Ordination to the Priesthood

bp.alexanderI had opportunity and privilege to attend this morning (Sunday, December 9) the ordination to the priesthood of Deacon Silviu Bunta.  Bishop Alexander of Toledo (OCA Bulgarian Diocese) was the presiding celebrant.  The Liturgy was at St. Nicholas Orthodox Church in Ft. Wayne, IN.

I cannot remember the last priestly ordination I attended, but it has been many years.  It gave me the sense of the continuation of the Church as a new presbyter is ordained extending the ministry of Christ and the Church to new and more people as well as continuing the ministry into the future.

The ordination itself is done within the Divine Liturgy, after the Great Entrance, for a priest’s main liturgical ministry comes in consecrating the Holy Eucharistic Gifts.   So it is as the Church prepares to seek the Holy Spirit’s descent upon the consecrated Bread and Wine that the priest is ordained, for this is the part of the Liturgy for which his unique ministry is required.

The bishop prays over the deacon:

“The divine grace, which always heals that which is infirm and completes that which is lacking, ordains the most devout Deacon (name) to the office of Priest.  Let us, therefore, pray for him, that the grace of the All-Holy Spirit may come upon him.”

The priest himself will say when he celebrates the Liturgy with a deacon, “May the Holy Spirit minister together with us all the days of our life.”  It is not the priest’s ministry alone, but his cooperating with the Holy Spirit.  Neither does the Spirit do it all for the Spirit works in and through those ordained.

To me interesting in the prayer is that it is “the divine grace” which ordains the man (not just the bishop) and apparently does so by healing that which is infirm in the candidate and by completing that of which he lacks.  The task being laid upon the priest is tremendous.  The man is ordained that the grace of the Holy Spirit may come upon him.


The bishop says the following prayer which gives us a sense as to the understanding of what a priest is and for what he is ordained:

“O God, great in might and inscrutable in wisdom, marvelous in counsel above the sons of men: You the same Lord,

fill with the gift of Your Holy Spirit this man whom it has pleased You to advance to the degree of Priest;

that he may become worthy to stand in innocence before Your altar,

to proclaim the Gospel of Your kingdom,

to minister the word of Your truth,

to offer to You spiritual gifts and sacrifices;

to renew Your people through the font of regeneration,

that when he shall go to meet You, at the second coming of our great God and Savior, Jesus Christ, Your only-begotten Son, he may receive the reward of good stewardship in the order given to him, through the plenitude of Your goodness.”

The ordination services envisions the priest as mostly a liturgical celebrant rather than as a teacher or a pastor/shepherd of a parish flock.

After the consecration of the Eucharist, the consecrated Body of Christ is placed in the ordinate’s hands and he is given some time to contemplate the charge given to him by the bishop:

“Receive this Divine Trust, and guard it until the Second Coming of our Lord Jesus Christ, at which time He will demand It from you.”

That responsibility is awesome and fearful.  Watching the newly ordained Fr.
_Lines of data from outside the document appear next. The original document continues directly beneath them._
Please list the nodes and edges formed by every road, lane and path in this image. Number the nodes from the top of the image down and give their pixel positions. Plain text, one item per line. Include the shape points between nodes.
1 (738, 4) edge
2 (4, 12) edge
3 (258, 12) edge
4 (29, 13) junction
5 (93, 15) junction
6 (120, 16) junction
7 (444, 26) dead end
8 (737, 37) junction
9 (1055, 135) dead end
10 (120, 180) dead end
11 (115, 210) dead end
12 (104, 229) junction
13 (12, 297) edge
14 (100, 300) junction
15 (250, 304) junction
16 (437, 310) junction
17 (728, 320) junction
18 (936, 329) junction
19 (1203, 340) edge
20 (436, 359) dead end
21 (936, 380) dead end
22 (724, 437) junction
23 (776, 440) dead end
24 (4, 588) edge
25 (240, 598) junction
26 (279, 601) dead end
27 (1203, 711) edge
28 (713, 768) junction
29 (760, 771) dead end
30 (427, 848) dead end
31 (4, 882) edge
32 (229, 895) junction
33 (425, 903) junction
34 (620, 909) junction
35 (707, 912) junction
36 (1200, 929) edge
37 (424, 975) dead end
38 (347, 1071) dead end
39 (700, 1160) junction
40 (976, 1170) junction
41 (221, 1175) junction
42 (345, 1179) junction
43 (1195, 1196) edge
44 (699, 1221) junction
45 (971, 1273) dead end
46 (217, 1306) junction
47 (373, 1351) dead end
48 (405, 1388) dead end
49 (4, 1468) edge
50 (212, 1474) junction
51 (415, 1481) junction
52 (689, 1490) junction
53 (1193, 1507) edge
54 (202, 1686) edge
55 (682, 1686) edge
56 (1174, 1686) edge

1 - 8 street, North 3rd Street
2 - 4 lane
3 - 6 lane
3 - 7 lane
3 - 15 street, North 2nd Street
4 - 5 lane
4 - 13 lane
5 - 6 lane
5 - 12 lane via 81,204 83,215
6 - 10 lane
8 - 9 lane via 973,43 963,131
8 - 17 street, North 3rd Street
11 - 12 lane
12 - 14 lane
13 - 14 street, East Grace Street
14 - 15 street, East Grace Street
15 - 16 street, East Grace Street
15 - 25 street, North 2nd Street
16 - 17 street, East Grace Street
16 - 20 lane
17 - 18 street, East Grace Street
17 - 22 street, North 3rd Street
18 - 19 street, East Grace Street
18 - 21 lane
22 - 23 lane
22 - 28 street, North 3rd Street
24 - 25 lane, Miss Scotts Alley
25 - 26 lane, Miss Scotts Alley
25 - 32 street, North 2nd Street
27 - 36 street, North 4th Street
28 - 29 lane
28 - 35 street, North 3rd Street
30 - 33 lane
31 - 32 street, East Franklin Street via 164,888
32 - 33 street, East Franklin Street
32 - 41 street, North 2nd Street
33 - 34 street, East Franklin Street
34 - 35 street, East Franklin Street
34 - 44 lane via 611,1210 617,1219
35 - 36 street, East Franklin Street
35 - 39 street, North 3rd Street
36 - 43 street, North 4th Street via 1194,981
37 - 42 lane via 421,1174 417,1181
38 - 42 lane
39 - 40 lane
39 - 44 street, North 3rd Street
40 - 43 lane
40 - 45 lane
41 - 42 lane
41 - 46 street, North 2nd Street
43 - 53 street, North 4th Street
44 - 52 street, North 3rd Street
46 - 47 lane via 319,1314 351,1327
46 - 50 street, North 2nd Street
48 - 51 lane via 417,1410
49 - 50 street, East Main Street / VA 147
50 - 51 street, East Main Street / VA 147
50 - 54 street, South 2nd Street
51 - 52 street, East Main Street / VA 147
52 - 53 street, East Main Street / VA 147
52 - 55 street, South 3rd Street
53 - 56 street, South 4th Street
Silviu contemplating the Holy Gift brought back to me a torrent of emotion about what is entrusted to us priests and what it means to “guard it”.  Some no doubt may see this as a charge to be liturgically conservative, or to wield the power of binding/loosing/excommunicating parishioners.  Or it may mean or also mean that we have a responsibility for the health and well-being of the Church and must know when it is the right time to be silent or to speak up about things going on in the church itself.  The priest must be guided by Wisdom not simply law.  He is a priest, not the police.
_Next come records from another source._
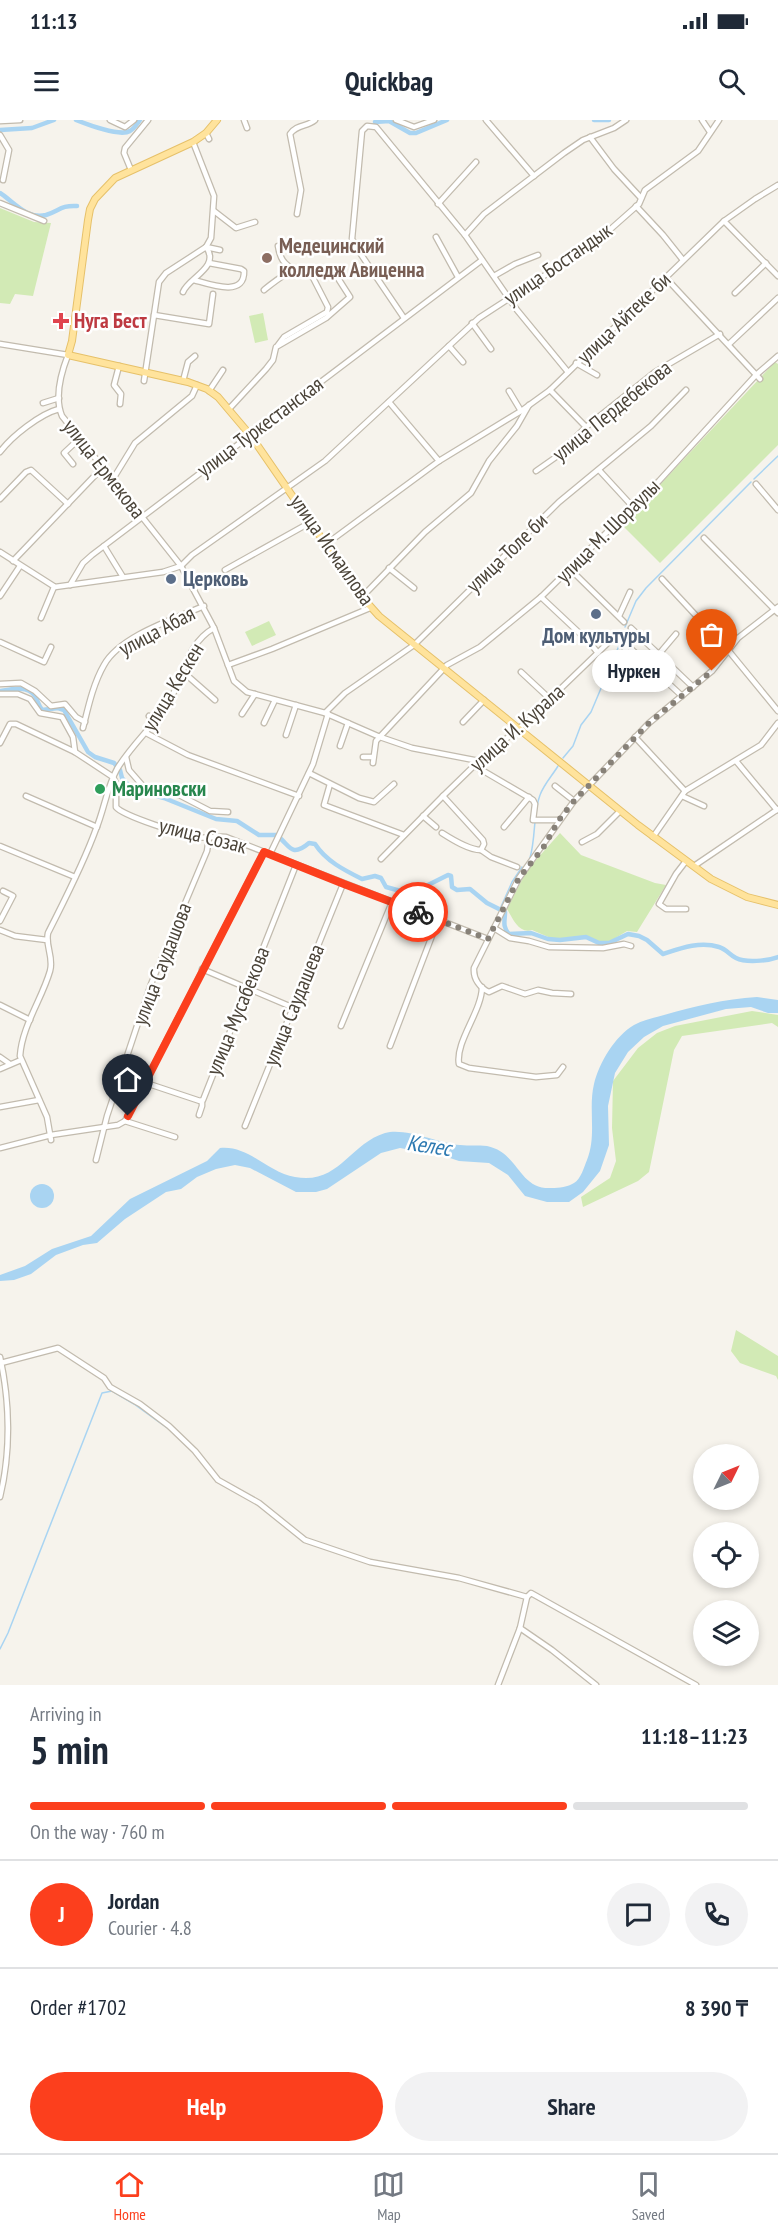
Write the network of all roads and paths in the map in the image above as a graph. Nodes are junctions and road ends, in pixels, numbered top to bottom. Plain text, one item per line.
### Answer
1 (20, 120) edge
2 (110, 120) edge
3 (134, 120) edge
4 (148, 120) edge
5 (217, 120) edge
6 (244, 120) edge
7 (315, 120) edge
8 (396, 120) edge
9 (434, 120) edge
10 (486, 120) edge
11 (626, 120) edge
12 (702, 120) edge
13 (719, 120) edge
14 (0, 121) edge
15 (247, 128) dead end
16 (710, 132) junction
17 (0, 135) edge
18 (591, 137) junction
19 (193, 142) junction
20 (476, 162) dead end
21 (131, 170) junction
22 (534, 176) junction
23 (3, 180) dead end
24 (778, 185) edge
25 (641, 198) junction
26 (0, 203) edge
27 (438, 204) junction
28 (636, 206) junction
29 (213, 211) junction
30 (297, 214) dead end
31 (44, 221) dead end
32 (724, 221) junction
33 (255, 222) dead end
34 (465, 235) junction
35 (436, 237) dead end
36 (278, 246) dead end
37 (202, 248) junction
38 (220, 250) dead end
39 (538, 255) dead end
40 (482, 260) junction
41 (683, 260) junction
42 (209, 263) junction
43 (766, 263) junction
44 (295, 270) junction
45 (334, 272) dead end
46 (494, 276) junction
47 (778, 276) edge
48 (458, 277) junction
49 (665, 278) junction
50 (194, 280) junction
51 (264, 290) dead end
52 (183, 292) dead end
53 (735, 293) dead end
54 (213, 294) dead end
55 (508, 298) junction
56 (778, 298) edge
57 (154, 315) junction
58 (404, 318) junction
59 (472, 323) junction
60 (720, 334) junction
61 (0, 344) edge
62 (729, 344) junction
63 (278, 345) junction
64 (449, 346) junction
65 (491, 349) dead end
66 (68, 355) junction
67 (195, 356) dead end
68 (778, 356) edge
69 (463, 362) dead end
70 (576, 363) junction
71 (119, 366) junction
72 (223, 370) dead end
73 (146, 372) junction
74 (568, 372) junction
75 (597, 375) dead end
76 (758, 377) junction
77 (144, 381) dead end
78 (183, 381) junction
79 (197, 385) junction
80 (550, 390) junction
81 (686, 390) dead end
82 (209, 391) junction
83 (509, 391) dead end
84 (59, 398) junction
85 (389, 402) junction
86 (43, 404) dead end
87 (120, 404) dead end
88 (529, 405) junction
89 (59, 409) junction
90 (229, 409) junction
91 (521, 411) junction
92 (586, 427) junction
93 (251, 436) junction
94 (79, 439) junction
95 (0, 452) edge
96 (224, 456) junction
97 (439, 461) junction
98 (229, 462) dead end
99 (73, 464) dead end
100 (103, 468) junction
101 (599, 470) junction
102 (537, 471) dead end
103 (113, 479) junction
104 (659, 481) junction
105 (756, 484) dead end
106 (664, 486) dead end
107 (289, 488) junction
108 (0, 499) edge
109 (68, 504) junction
110 (633, 507) junction
111 (778, 510) edge
112 (143, 518) junction
113 (311, 522) junction
114 (704, 538) dead end
115 (325, 544) junction
116 (104, 546) junction
117 (0, 552) edge
118 (13, 561) junction
119 (20, 566) junction
120 (181, 566) junction
121 (389, 568) junction
122 (570, 569) junction
123 (225, 570) dead end
124 (123, 577) junction
125 (662, 579) dead end
126 (70, 585) junction
127 (54, 586) junction
128 (414, 588) dead end
129 (630, 592) dead end
130 (360, 595) junction
131 (0, 596) edge
132 (351, 596) dead end
133 (542, 597) junction
134 (204, 606) junction
135 (370, 608) junction
136 (777, 610) edge
137 (619, 616) junction
138 (41, 618) dead end
139 (624, 622) dead end
140 (214, 628) junction
141 (631, 628) dead end
142 (676, 634) dead end
143 (610, 640) dead end
144 (0, 642) edge
145 (414, 645) junction
146 (51, 647) dead end
147 (728, 651) junction
148 (252, 653) dead end
149 (598, 653) junction
150 (659, 654) junction
151 (245, 658) junction
152 (228, 664) junction
153 (444, 668) junction
154 (182, 671) junction
155 (521, 672) dead end
156 (0, 684) edge
157 (693, 687) junction
158 (636, 688) dead end
159 (0, 694) edge
160 (255, 694) junction
161 (682, 696) junction
162 (550, 699) junction
163 (215, 700) dead end
164 (276, 700) junction
165 (484, 700) junction
166 (296, 705) junction
167 (778, 711) edge
168 (242, 714) dead end
169 (326, 714) junction
170 (149, 716) dead end
171 (156, 722) junction
172 (463, 722) dead end
173 (264, 723) dead end
174 (348, 723) junction
175 (778, 723) edge
176 (519, 728) junction
177 (146, 734) junction
178 (286, 735) dead end
179 (380, 737) junction
180 (635, 737) junction
181 (0, 743) edge
182 (340, 746) dead end
183 (75, 752) junction
184 (126, 757) junction
185 (363, 757) dead end
186 (479, 761) junction
187 (736, 761) junction
188 (475, 766) junction
189 (309, 773) junction
190 (113, 777) junction
191 (330, 783) junction
192 (394, 784) dead end
193 (589, 785) junction
194 (555, 786) dead end
195 (684, 794) junction
196 (26, 796) dead end
197 (299, 796) junction
198 (443, 796) junction
199 (529, 798) junction
200 (574, 801) junction
201 (704, 806) dead end
202 (777, 809) edge
203 (620, 811) junction
204 (228, 812) dead end
205 (423, 816) junction
206 (559, 820) junction
207 (436, 826) dead end
208 (97, 827) junction
209 (504, 827) dead end
210 (442, 833) dead end
211 (405, 835) junction
212 (209, 837) junction
213 (653, 837) junction
214 (582, 842) dead end
215 (0, 846) edge
216 (481, 850) junction
217 (267, 853) junction
218 (381, 859) dead end
219 (686, 861) junction
220 (296, 865) junction
221 (694, 866) junction
222 (517, 867) dead end
223 (75, 877) junction
224 (344, 884) junction
225 (3, 891) dead end
226 (392, 902) junction
227 (778, 905) edge
228 (686, 909) dead end
229 (438, 920) junction
230 (0, 921) edge
231 (494, 928) junction
232 (0, 930) edge
233 (488, 939) junction
234 (44, 940) junction
235 (631, 946) dead end
236 (39, 948) dead end
237 (202, 969) junction
238 (482, 987) junction
239 (248, 988) junction
240 (571, 994) dead end
241 (0, 1005) edge
242 (294, 1008) junction
243 (30, 1020) junction
244 (341, 1026) dead end
245 (390, 1046) dead end
246 (0, 1057) edge
247 (21, 1060) junction
248 (10, 1064) junction
249 (563, 1067) dead end
250 (0, 1069) edge
251 (146, 1083) junction
252 (39, 1100) junction
253 (202, 1101) junction
254 (0, 1107) edge
255 (199, 1115) dead end
256 (125, 1121) junction
257 (105, 1126) junction
258 (245, 1126) dead end
259 (175, 1137) dead end
260 (51, 1138) junction
261 (0, 1148) edge
262 (96, 1160) dead end
263 (1, 1360) edge
264 (0, 1497) edge
265 (527, 1597) junction
266 (520, 1628) junction
267 (498, 1685) edge
268 (596, 1685) edge
269 (696, 1685) edge

1 - 14 street
2 - 3 street
4 - 21 street
5 - 19 main road, улица Ермекова
6 - 15 street
7 - 30 street
8 - 9 street
10 - 22 street
11 - 18 street
12 - 16 street
13 - 16 street, улица Бостандык
16 - 25 street, улица Бостандык
17 - 23 street
18 - 22 street
18 - 25 street
19 - 21 main road, улица Ермекова
19 - 29 street
20 - 27 street
21 - 66 main road, улица Ермекова
22 - 34 street
24 - 32 street, улица Айтеке би
25 - 28 street, улица Бостандык
26 - 31 street
27 - 34 street
27 - 58 street
28 - 41 street
28 - 55 street, улица Бостандык
29 - 33 street
29 - 37 street
32 - 41 street, улица Айтеке би
32 - 43 street
34 - 40 street
35 - 48 street
36 - 44 street
37 - 38 street
37 - 42 street
37 - 57 street
39 - 46 street
40 - 46 street
40 - 48 street, улица Туркестанская
41 - 49 street, улица Айтеке би
42 - 50 street
42 - 50 street
43 - 47 street
43 - 53 street
44 - 51 street
44 - 63 street
45 - 63 street
46 - 55 street
48 - 58 street, улица Туркестанская
49 - 60 street
49 - 70 street, улица Айтеке би
50 - 52 street
54 - 57 street
55 - 59 street, улица Бостандык
55 - 74 street
56 - 62 street
57 - 73 street
58 - 93 street, улица Туркестанская
59 - 64 street, улица Бостандык
59 - 65 street
60 - 62 street
60 - 92 street, улица Пердебекова
61 - 66 street
62 - 76 street
63 - 90 street
64 - 69 street
64 - 85 street, улица Бостандык
66 - 71 main road, улица Исмаилова
66 - 84 street, улица Ермекова
67 - 78 street
68 - 76 street, улица М. Шораулы
70 - 74 street, улица Айтеке би
70 - 75 street
71 - 73 main road, улица Исмаилова
71 - 87 street
72 - 82 street
73 - 77 street
73 - 78 main road, улица Исмаилова
74 - 80 street, улица Айтеке би
76 - 104 street, улица М. Шораулы
78 - 79 main road, улица Исмаилова
79 - 82 main road, улица Исмаилова
79 - 103 street
80 - 88 street, улица Айтеке би
80 - 92 street
81 - 101 street, улица Толе би
82 - 90 main road, улица Исмаилова
83 - 91 street
84 - 86 street
84 - 89 street, улица Ермекова
85 - 97 street
85 - 107 street, улица Бостандык
88 - 91 street, улица Айтеке би
88 - 121 street
89 - 94 street, улица Ермекова
89 - 95 street
90 - 93 main road, улица Исмаилова
91 - 97 street, улица Айтеке би
92 - 102 street, улица Пердебекова
93 - 96 street, улица Туркестанская
93 - 107 main road, улица Исмаилова
94 - 99 street
94 - 100 street, улица Ермекова
96 - 98 street
96 - 112 street, улица Туркестанская
97 - 115 street, улица Айтеке би
100 - 103 street, улица Ермекова
100 - 109 street
101 - 110 street
101 - 145 street, улица Толе би
103 - 112 street, улица Ермекова
104 - 106 street
104 - 110 street, улица М. Шораулы
105 - 111 street
107 - 113 main road, улица Исмаилова
107 - 120 street, улица Бостандык
108 - 109 street
109 - 118 street
110 - 122 street, улица М. Шораулы
112 - 116 street, улица Туркестанская
112 - 120 street, улица Ермекова
113 - 115 main road, улица Исмаилова
113 - 123 street
114 - 136 street
115 - 130 main road, улица Исмаилова
116 - 124 street
116 - 126 street, улица Туркестанская
117 - 118 street
118 - 119 street
119 - 127 street
119 - 131 street
120 - 124 street
120 - 134 street, улица Ермекова
121 - 128 street
121 - 130 street
122 - 133 street, улица М. Шораулы
122 - 137 street
124 - 126 street
125 - 147 street
126 - 127 street
127 - 138 street
129 - 137 street
130 - 132 street
130 - 135 main road, улица Исмаилова
133 - 149 street
133 - 153 street, улица М. Шораулы
134 - 140 street, улица Ермекова
134 - 156 street, улица Абая
135 - 145 main road, улица Исмаилова
135 - 151 street
136 - 147 street
137 - 139 street
140 - 152 street, улица Ермекова
140 - 154 street, улица Кескен
141 - 150 street
142 - 150 street
143 - 149 street, улица И. Курала
144 - 146 street
145 - 153 main road, улица Исмаилова
145 - 169 street, улица Толе би
147 - 157 street
147 - 167 street
148 - 151 street
149 - 162 street, улица И. Курала
150 - 157 street
151 - 152 street
152 - 160 street, улица Ермекова
153 - 165 main road, улица Исмаилова
153 - 179 street
154 - 163 street
154 - 171 street, улица Кескен
155 - 162 street
157 - 161 street
158 - 161 street
159 - 183 street
160 - 164 street, улица Ермекова
160 - 168 street
161 - 180 street
162 - 176 street, улица И. Курала
164 - 166 street, улица Ермекова
164 - 173 street
165 - 172 street
165 - 176 main road, улица Исмаилова
166 - 169 street, улица Ермекова
166 - 178 street
169 - 174 street, улица Ермекова
169 - 189 street, улица Толе би
170 - 171 street
171 - 177 street, улица Кескен
174 - 179 street, улица Ермекова
174 - 182 street
175 - 187 street
176 - 186 street, улица И. Курала
176 - 193 main road, улица Исмаилова
177 - 184 street, улица Кескен
177 - 197 street
179 - 185 street
179 - 186 street, улица Ермекова
180 - 193 street
180 - 195 street
181 - 183 street
183 - 190 street
184 - 190 street, улица Кескен
184 - 204 street
186 - 188 street, улица И. Курала
187 - 195 street
187 - 202 street
188 - 198 street, улица И. Курала
188 - 199 street
189 - 191 street
189 - 197 street, улица Толе би
190 - 208 street, улица Кескен
190 - 212 street, улица Созак
191 - 192 street
191 - 211 street
193 - 200 street
193 - 203 main road, улица Исмаилова
194 - 200 street
195 - 201 street
195 - 213 street
196 - 208 street
197 - 217 street, улица Толе би
198 - 205 street, улица И. Курала
198 - 216 street
199 - 206 street
199 - 209 street
200 - 206 street
202 - 221 street
203 - 213 main road, улица Исмаилова
203 - 214 street
205 - 207 street
205 - 211 street, улица И. Курала
206 - 231 street
208 - 223 street, улица Кескен
210 - 216 street
211 - 218 street, улица И. Курала
212 - 217 street, улица Созак
212 - 257 street, улица Саудашова
213 - 219 main road, улица Исмаилова
215 - 223 street
216 - 222 street
217 - 220 street, улица Созак
217 - 237 street, улица Толе би
219 - 221 main road, улица Исмаилова
219 - 228 street
220 - 224 street, улица Созак
220 - 239 street, улица Мусабекова
221 - 227 main road, улица Исмаилова
223 - 234 street, улица Кескен
224 - 226 street, улица Созак
224 - 242 street, улица Саудашева
225 - 230 street
226 - 229 street, улица Созак
226 - 244 street
229 - 233 street, улица Созак
229 - 245 street
231 - 233 street
231 - 235 street
232 - 234 street
233 - 238 street
234 - 236 street, улица Кескен
234 - 243 street
237 - 239 street
237 - 251 street, улица Толе би
238 - 240 street
238 - 249 street
239 - 242 street
239 - 253 street, улица Мусабекова
241 - 243 street
242 - 258 street, улица Саудашева
243 - 247 street
246 - 248 street
247 - 248 street
247 - 252 street
248 - 250 street
251 - 253 street, улица Мусабекова
251 - 256 street, улица Толе би
252 - 254 street
252 - 260 street
253 - 255 street
256 - 257 street
256 - 259 street
257 - 260 street
257 - 262 street, улица Саудашова
260 - 261 street
263 - 264 street
263 - 265 street
265 - 266 street
265 - 269 street
266 - 267 street
266 - 268 street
The Divine Trust.  This is what is given literally into the priest’s hands, but the implication is also metaphorical, spiritual and eternal.  Christ will demand that Divine Trust back from the priest at the Second Coming.  A powerful stewardship given to the priest who will be asked like the men with the talents what he did with it.  What he is entrusted with is not earthly wealth or power, but is divine and priceless.